Back to the future: the power of traditional teaching with modern communication
Abstract
The use of information and communication technologies in the delivery of higher education is heavily influenced by academic researchers in the fields of e-learning and education. The primary interest of such academics is naturally more focused on research and practice in the use of more advanced and emerging tools and techniques, rather than in the growth of their own institutions. Could such a preference be an inhibiting factor in the development of online courses in higher educational institutions? In moving their teaching online, academics are often faced with the dual challenge of changing the medium of teaching as well as adopting more sophisticated technologies and pedagogical practices than those they have previously used. In addition to this, institutions are challenged by development and quality assurance procedures for online delivery that are often more stringent than those in use with campus based delivery. Could it be that the combination of these challenges is resulting in many departments being slow to develop online courses or in not considering online delivery as an option at all? Might this be different if institutions were to replicate online, the methods used for teaching campus-based courses? Institute of Technology Sligo, Sligo, Ireland.

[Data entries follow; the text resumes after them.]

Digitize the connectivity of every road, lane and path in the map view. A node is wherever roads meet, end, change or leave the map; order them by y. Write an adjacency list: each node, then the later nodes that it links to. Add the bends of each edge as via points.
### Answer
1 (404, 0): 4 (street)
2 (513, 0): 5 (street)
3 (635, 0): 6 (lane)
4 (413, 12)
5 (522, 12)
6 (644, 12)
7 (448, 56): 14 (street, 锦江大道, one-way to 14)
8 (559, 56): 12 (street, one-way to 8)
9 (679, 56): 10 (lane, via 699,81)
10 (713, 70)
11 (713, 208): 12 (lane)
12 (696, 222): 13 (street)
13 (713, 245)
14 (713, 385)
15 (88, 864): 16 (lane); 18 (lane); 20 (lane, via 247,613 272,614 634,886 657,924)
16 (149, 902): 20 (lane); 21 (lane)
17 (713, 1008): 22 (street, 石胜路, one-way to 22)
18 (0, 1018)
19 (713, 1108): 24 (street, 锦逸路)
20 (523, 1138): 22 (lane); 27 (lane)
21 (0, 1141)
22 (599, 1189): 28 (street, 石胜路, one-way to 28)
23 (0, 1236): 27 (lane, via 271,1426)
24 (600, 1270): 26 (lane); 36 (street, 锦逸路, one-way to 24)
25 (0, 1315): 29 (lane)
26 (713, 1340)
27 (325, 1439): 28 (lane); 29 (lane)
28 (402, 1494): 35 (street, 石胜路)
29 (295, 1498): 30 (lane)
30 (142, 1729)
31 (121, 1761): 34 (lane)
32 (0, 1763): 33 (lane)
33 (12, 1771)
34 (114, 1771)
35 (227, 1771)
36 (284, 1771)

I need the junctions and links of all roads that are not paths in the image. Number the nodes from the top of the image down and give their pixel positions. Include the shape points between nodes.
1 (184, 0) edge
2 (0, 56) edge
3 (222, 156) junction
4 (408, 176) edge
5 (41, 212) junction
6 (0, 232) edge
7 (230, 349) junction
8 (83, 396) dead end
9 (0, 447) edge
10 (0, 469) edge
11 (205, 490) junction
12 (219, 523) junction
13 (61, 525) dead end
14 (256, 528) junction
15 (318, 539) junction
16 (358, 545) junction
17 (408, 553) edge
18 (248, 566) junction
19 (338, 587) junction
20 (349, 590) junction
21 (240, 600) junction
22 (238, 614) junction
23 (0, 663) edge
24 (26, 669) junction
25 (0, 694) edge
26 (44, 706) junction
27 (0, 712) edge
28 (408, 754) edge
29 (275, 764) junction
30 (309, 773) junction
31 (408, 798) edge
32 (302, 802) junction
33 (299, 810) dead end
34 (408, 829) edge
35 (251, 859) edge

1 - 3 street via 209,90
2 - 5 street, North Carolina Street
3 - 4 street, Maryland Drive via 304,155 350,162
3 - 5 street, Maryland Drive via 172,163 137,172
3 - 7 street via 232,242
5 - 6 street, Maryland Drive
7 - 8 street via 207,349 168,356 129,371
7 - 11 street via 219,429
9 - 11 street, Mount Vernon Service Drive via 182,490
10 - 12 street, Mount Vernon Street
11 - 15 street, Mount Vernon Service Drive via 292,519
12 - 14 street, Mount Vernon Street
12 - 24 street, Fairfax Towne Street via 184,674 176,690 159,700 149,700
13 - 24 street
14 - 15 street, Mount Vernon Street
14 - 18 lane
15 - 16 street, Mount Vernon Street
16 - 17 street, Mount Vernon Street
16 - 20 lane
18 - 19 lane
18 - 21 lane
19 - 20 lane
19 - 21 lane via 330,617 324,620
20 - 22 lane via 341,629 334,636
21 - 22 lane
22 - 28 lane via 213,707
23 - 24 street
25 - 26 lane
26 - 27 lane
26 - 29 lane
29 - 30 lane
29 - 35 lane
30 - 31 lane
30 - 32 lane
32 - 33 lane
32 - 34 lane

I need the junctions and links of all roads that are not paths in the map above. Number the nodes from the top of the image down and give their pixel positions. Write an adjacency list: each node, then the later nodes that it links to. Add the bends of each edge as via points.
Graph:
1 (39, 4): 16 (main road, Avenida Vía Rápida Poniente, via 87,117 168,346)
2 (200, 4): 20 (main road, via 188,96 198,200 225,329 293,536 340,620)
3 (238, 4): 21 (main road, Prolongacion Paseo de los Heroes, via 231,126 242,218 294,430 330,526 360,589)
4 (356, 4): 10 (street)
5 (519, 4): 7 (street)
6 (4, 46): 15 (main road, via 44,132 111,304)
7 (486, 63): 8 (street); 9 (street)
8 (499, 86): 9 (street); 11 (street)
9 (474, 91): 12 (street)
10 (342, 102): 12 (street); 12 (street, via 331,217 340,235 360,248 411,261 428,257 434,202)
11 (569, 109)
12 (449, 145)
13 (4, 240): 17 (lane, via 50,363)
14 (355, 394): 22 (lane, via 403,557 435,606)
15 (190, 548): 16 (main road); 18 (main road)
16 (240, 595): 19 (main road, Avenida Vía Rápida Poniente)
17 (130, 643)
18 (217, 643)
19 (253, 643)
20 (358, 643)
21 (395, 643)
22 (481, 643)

This paper presents a case study on the success of a department in Institute of Technology Sligo in rapidly developing a suite of online distance learning programmes (www.itsligo.ie/online), with a very low level of investment. Using synchronous and asynchronous communications technologies to enable mainly traditional teaching methods over the Internet, this small department, with no previous experience of distance learning, between 2002 and 2008, grew the number of online distance learners to 400, greater than the number of full-time campus based students, and income from fees to over €1.5m
The paper also puts forward the hypothesis that adopting a strategy of transferring traditional teaching practices online, may be more effective in scaling up the availability of online learning programmes than other strategies that require the use of more sophisticated pedagogical or technological approaches. It also suggests that the interests and preferences of e-learning and educational researchers may actually work against the simpler business objective of increasing capacity in online delivery.